━━ Data shown ━━
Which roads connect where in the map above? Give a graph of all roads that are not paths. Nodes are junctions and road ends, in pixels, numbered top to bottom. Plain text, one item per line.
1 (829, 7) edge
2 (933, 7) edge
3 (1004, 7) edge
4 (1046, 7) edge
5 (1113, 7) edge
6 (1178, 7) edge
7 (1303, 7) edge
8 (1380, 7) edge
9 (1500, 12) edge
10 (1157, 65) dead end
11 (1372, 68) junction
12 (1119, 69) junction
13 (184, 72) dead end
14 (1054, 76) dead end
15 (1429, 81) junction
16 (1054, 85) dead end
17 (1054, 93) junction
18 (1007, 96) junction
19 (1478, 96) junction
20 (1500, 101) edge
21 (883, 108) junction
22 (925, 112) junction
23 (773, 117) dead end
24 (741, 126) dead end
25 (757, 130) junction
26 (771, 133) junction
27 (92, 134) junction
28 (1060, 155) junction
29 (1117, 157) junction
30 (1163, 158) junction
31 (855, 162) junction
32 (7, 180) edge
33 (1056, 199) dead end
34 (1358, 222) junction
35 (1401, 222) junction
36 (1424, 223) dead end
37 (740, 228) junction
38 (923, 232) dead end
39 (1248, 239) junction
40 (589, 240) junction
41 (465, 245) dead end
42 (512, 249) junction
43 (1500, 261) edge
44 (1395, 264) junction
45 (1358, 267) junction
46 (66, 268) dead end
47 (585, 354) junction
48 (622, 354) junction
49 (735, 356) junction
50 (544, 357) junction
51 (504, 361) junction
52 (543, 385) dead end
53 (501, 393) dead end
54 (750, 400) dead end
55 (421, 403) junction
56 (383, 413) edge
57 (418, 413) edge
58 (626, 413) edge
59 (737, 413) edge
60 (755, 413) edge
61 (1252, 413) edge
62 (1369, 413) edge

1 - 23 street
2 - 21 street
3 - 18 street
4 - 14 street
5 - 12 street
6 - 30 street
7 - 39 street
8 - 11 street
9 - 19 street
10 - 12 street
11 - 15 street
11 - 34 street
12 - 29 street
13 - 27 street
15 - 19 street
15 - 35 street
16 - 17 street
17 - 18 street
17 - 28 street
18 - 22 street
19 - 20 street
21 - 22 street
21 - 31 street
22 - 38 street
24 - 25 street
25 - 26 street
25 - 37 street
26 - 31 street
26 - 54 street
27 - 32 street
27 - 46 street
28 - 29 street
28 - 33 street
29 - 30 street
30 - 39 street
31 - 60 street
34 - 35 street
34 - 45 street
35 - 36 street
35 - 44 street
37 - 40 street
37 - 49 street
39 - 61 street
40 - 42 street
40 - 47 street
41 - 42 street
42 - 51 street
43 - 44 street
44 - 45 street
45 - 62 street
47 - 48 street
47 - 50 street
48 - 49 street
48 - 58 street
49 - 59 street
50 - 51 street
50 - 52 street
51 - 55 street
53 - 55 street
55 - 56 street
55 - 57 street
━━━
What you need to do: Restate the records word for word, keeping every line.

Solution for this problem:
Which roads connect where in the map above? Give a graph of all roads that are not paths. Nodes are junctions and road ends, in pixels, numbered top to bottom. Plain text, one item per line.
1 (829, 7) edge
2 (933, 7) edge
3 (1004, 7) edge
4 (1046, 7) edge
5 (1113, 7) edge
6 (1178, 7) edge
7 (1303, 7) edge
8 (1380, 7) edge
9 (1500, 12) edge
10 (1157, 65) dead end
11 (1372, 68) junction
12 (1119, 69) junction
13 (184, 72) dead end
14 (1054, 76) dead end
15 (1429, 81) junction
16 (1054, 85) dead end
17 (1054, 93) junction
18 (1007, 96) junction
19 (1478, 96) junction
20 (1500, 101) edge
21 (883, 108) junction
22 (925, 112) junction
23 (773, 117) dead end
24 (741, 126) dead end
25 (757, 130) junction
26 (771, 133) junction
27 (92, 134) junction
28 (1060, 155) junction
29 (1117, 157) junction
30 (1163, 158) junction
31 (855, 162) junction
32 (7, 180) edge
33 (1056, 199) dead end
34 (1358, 222) junction
35 (1401, 222) junction
36 (1424, 223) dead end
37 (740, 228) junction
38 (923, 232) dead end
39 (1248, 239) junction
40 (589, 240) junction
41 (465, 245) dead end
42 (512, 249) junction
43 (1500, 261) edge
44 (1395, 264) junction
45 (1358, 267) junction
46 (66, 268) dead end
47 (585, 354) junction
48 (622, 354) junction
49 (735, 356) junction
50 (544, 357) junction
51 (504, 361) junction
52 (543, 385) dead end
53 (501, 393) dead end
54 (750, 400) dead end
55 (421, 403) junction
56 (383, 413) edge
57 (418, 413) edge
58 (626, 413) edge
59 (737, 413) edge
60 (755, 413) edge
61 (1252, 413) edge
62 (1369, 413) edge

1 - 23 street
2 - 21 street
3 - 18 street
4 - 14 street
5 - 12 street
6 - 30 street
7 - 39 street
8 - 11 street
9 - 19 street
10 - 12 street
11 - 15 street
11 - 34 street
12 - 29 street
13 - 27 street
15 - 19 street
15 - 35 street
16 - 17 street
17 - 18 street
17 - 28 street
18 - 22 street
19 - 20 street
21 - 22 street
21 - 31 street
22 - 38 street
24 - 25 street
25 - 26 street
25 - 37 street
26 - 31 street
26 - 54 street
27 - 32 street
27 - 46 street
28 - 29 street
28 - 33 street
29 - 30 street
30 - 39 street
31 - 60 street
34 - 35 street
34 - 45 street
35 - 36 street
35 - 44 street
37 - 40 street
37 - 49 street
39 - 61 street
40 - 42 street
40 - 47 street
41 - 42 street
42 - 51 street
43 - 44 street
44 - 45 street
45 - 62 street
47 - 48 street
47 - 50 street
48 - 49 street
48 - 58 street
49 - 59 street
50 - 51 street
50 - 52 street
51 - 55 street
53 - 55 street
55 - 56 street
55 - 57 street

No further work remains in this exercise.